(Collected data entries)
══════
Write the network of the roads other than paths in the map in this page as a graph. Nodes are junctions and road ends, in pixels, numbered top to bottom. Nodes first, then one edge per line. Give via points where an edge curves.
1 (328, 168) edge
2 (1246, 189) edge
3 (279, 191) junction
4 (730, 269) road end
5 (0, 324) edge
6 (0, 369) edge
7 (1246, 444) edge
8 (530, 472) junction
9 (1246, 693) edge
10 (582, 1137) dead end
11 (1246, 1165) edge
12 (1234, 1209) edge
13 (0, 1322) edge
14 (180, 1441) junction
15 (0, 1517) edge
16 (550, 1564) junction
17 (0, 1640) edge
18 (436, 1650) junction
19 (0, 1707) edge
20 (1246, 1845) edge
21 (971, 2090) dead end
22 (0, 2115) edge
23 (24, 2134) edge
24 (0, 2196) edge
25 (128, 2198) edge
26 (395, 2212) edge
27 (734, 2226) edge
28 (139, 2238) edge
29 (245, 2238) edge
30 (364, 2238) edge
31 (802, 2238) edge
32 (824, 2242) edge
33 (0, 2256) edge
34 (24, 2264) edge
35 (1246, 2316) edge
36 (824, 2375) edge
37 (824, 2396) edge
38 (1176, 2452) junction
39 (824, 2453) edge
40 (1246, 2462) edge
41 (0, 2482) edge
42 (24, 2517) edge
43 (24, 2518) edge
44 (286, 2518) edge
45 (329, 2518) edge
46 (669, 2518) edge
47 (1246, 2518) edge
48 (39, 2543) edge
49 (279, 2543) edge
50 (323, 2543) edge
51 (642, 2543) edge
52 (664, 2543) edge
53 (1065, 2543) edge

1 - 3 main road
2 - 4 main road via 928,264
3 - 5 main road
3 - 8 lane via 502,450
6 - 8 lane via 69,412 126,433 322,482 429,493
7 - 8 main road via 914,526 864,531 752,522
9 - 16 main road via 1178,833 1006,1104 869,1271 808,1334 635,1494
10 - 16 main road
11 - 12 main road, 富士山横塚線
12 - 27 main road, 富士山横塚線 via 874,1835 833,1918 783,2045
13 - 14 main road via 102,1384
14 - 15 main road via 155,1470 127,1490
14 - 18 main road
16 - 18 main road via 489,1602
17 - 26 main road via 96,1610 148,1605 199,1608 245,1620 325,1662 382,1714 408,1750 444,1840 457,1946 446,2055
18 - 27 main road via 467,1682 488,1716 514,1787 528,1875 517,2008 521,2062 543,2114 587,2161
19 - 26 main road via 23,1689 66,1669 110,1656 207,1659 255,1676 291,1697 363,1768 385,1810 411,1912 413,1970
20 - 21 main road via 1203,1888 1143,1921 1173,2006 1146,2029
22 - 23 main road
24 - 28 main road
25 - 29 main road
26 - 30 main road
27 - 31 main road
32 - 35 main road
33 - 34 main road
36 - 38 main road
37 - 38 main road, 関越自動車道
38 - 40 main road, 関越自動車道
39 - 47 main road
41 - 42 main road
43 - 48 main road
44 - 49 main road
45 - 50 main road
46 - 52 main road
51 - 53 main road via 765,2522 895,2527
══════
Action item:
Print the entries once more, identical in every line.

Written reply:
Write the network of the roads other than paths in the map in this page as a graph. Nodes are junctions and road ends, in pixels, numbered top to bottom. Nodes first, then one edge per line. Give via points where an edge curves.
1 (328, 168) edge
2 (1246, 189) edge
3 (279, 191) junction
4 (730, 269) road end
5 (0, 324) edge
6 (0, 369) edge
7 (1246, 444) edge
8 (530, 472) junction
9 (1246, 693) edge
10 (582, 1137) dead end
11 (1246, 1165) edge
12 (1234, 1209) edge
13 (0, 1322) edge
14 (180, 1441) junction
15 (0, 1517) edge
16 (550, 1564) junction
17 (0, 1640) edge
18 (436, 1650) junction
19 (0, 1707) edge
20 (1246, 1845) edge
21 (971, 2090) dead end
22 (0, 2115) edge
23 (24, 2134) edge
24 (0, 2196) edge
25 (128, 2198) edge
26 (395, 2212) edge
27 (734, 2226) edge
28 (139, 2238) edge
29 (245, 2238) edge
30 (364, 2238) edge
31 (802, 2238) edge
32 (824, 2242) edge
33 (0, 2256) edge
34 (24, 2264) edge
35 (1246, 2316) edge
36 (824, 2375) edge
37 (824, 2396) edge
38 (1176, 2452) junction
39 (824, 2453) edge
40 (1246, 2462) edge
41 (0, 2482) edge
42 (24, 2517) edge
43 (24, 2518) edge
44 (286, 2518) edge
45 (329, 2518) edge
46 (669, 2518) edge
47 (1246, 2518) edge
48 (39, 2543) edge
49 (279, 2543) edge
50 (323, 2543) edge
51 (642, 2543) edge
52 (664, 2543) edge
53 (1065, 2543) edge

1 - 3 main road
2 - 4 main road via 928,264
3 - 5 main road
3 - 8 lane via 502,450
6 - 8 lane via 69,412 126,433 322,482 429,493
7 - 8 main road via 914,526 864,531 752,522
9 - 16 main road via 1178,833 1006,1104 869,1271 808,1334 635,1494
10 - 16 main road
11 - 12 main road, 富士山横塚線
12 - 27 main road, 富士山横塚線 via 874,1835 833,1918 783,2045
13 - 14 main road via 102,1384
14 - 15 main road via 155,1470 127,1490
14 - 18 main road
16 - 18 main road via 489,1602
17 - 26 main road via 96,1610 148,1605 199,1608 245,1620 325,1662 382,1714 408,1750 444,1840 457,1946 446,2055
18 - 27 main road via 467,1682 488,1716 514,1787 528,1875 517,2008 521,2062 543,2114 587,2161
19 - 26 main road via 23,1689 66,1669 110,1656 207,1659 255,1676 291,1697 363,1768 385,1810 411,1912 413,1970
20 - 21 main road via 1203,1888 1143,1921 1173,2006 1146,2029
22 - 23 main road
24 - 28 main road
25 - 29 main road
26 - 30 main road
27 - 31 main road
32 - 35 main road
33 - 34 main road
36 - 38 main road
37 - 38 main road, 関越自動車道
38 - 40 main road, 関越自動車道
39 - 47 main road
41 - 42 main road
43 - 48 main road
44 - 49 main road
45 - 50 main road
46 - 52 main road
51 - 53 main road via 765,2522 895,2527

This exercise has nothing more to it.